Глаз разума | страница 100
Доктор Абрамсон для обозначения этих нарушений пользуется более мягким выражением – «резистентность» – и считает, что необходимо провести еще один сеанс лазерной терапии. Однако пройденный мной в декабре курс лечения не помог. До меня стало доходить, что, видимо, предстоит пожертвовать узкой полоской сетчатки между опухолью и желтым пятном, которую так хотел пощадить доктор Абрамсон.
К апрелю 2007 года искажения изображения в правом глазу стали чересчур большими. Я стал плохо видеть, даже когда смотрел обоими глазами. Люди превратились в продолговатые и причудливые – в стиле Эль Греко – силуэты, склоненные в левую сторону. Так я представлял себе селенитов, когда читал книгу Герберта Уэллса «Первые люди на Луне». Смазанность и нечеткость изображений, которые раньше можно было объяснить плохим восприятием цвета, теперь распространились и на прочие аспекты зрения. Лица, в частности, казались мне прозрачными, одутловатыми и бесформенными от каких-то протоплазматических выпячиваний, как на картинах Френсиса Бэкона.
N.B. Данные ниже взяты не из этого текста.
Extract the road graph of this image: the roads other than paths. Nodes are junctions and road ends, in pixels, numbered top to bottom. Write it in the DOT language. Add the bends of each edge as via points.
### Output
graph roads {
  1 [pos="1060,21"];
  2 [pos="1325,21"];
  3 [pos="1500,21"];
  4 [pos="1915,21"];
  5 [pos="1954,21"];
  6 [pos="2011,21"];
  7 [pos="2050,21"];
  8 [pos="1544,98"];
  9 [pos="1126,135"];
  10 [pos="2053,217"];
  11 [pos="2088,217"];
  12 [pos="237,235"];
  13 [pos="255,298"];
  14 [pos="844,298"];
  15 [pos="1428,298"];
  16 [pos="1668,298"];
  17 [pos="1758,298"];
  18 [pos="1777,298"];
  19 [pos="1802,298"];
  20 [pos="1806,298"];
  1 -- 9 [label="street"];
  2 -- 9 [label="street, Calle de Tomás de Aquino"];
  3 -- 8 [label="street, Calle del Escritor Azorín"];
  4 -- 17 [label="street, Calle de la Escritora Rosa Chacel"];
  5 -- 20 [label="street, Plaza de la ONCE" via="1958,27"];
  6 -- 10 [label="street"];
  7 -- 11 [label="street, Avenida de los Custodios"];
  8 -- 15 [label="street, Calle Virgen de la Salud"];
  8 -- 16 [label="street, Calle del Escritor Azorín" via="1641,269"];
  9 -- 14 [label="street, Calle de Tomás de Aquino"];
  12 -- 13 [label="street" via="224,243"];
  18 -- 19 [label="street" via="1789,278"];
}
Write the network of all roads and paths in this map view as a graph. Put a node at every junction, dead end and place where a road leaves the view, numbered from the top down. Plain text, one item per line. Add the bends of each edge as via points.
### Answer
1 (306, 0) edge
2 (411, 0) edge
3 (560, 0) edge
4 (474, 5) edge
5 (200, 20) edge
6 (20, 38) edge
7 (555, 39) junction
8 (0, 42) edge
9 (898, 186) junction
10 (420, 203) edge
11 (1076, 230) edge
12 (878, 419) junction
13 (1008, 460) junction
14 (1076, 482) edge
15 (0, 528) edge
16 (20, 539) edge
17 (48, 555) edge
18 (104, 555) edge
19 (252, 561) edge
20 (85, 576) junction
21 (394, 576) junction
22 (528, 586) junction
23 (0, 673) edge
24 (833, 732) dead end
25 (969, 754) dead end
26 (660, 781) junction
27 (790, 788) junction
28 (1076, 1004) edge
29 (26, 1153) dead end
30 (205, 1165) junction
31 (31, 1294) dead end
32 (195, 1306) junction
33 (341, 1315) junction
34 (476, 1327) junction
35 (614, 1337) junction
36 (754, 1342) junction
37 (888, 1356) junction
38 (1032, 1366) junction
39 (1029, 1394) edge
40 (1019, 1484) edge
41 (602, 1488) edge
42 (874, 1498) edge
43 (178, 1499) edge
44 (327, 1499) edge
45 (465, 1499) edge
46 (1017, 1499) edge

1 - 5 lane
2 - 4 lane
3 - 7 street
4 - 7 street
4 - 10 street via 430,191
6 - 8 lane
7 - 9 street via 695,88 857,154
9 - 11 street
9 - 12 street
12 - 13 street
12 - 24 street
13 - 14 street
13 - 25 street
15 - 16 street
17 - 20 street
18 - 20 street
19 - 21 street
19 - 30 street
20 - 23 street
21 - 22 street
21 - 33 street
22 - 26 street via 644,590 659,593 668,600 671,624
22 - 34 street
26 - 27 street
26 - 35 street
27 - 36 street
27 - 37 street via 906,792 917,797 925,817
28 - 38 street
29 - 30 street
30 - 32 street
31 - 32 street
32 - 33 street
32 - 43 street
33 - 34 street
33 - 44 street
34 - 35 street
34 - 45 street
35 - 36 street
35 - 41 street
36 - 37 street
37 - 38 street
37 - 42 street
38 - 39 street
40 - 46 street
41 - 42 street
Все чаще и чаще я непроизвольно закрываю правый глаз. Острота зрения его резко упала, почти до 0,3. Я не могу разобрать теперь даже самые крупные буквы. Прежде я считал, что потеря центрального зрения – это катастрофа, но теперь зрение стало настолько плохим, что мне кажется, будет лучше, если центральное зрение правого глаза исчезнет вовсе. Решив, что мне уже нечего терять, мы запланировали третий сеанс лазерного облучения с захватом всей опухоли. Вероятно, теперь я окончательно избавлюсь и от нее, и от остатков центрального зрения.
Июнь 2007 года
Лазерная фотокоагуляция, проведенная спустя несколько недель, продолжалась около часа и состояла из последовательности множества точечных коагуляций участков опухоли. Я покинул больницу с массивной повязкой на глазу. Повязка должна прикрывать глаз до тех пор, пока не отойдет анестезия. Около девяти часов вечера я снял повязку, еще не зная, что я после этого увижу.
Я увидел в центре поля зрения огромную черную пустоту, контур ее напоминал амебу с ложноножками. Чернота расширялась, пульсировала – но края ее при этом сохраняли резкую отчетливость. Я поместил перед глазом палец, сунув его в темноту, и она поглотила его без следа, словно черная дыра. Посмотрев на свое отражение в зеркале ванной, я не увидел ни головы, ни правого глаза – только плечи и кончик бороды. Когда я это пишу, то не вижу кончика ручки.
Выйдя на следующее утро из дома, я видел только нижние половины шедших по улице людей. Это напомнило мне эпизод из «Улисса» Джойса, где он описывает синьора Артифони, как «пару толстых брюк», гуляющую по Дублину. Улицы полны юбок и брюк, движущихся голеней и бедер при полном отсутствии верхних половин тела. (Через несколько дней моя скотома увеличилась, и я стал видеть только ботинки и сапоги.)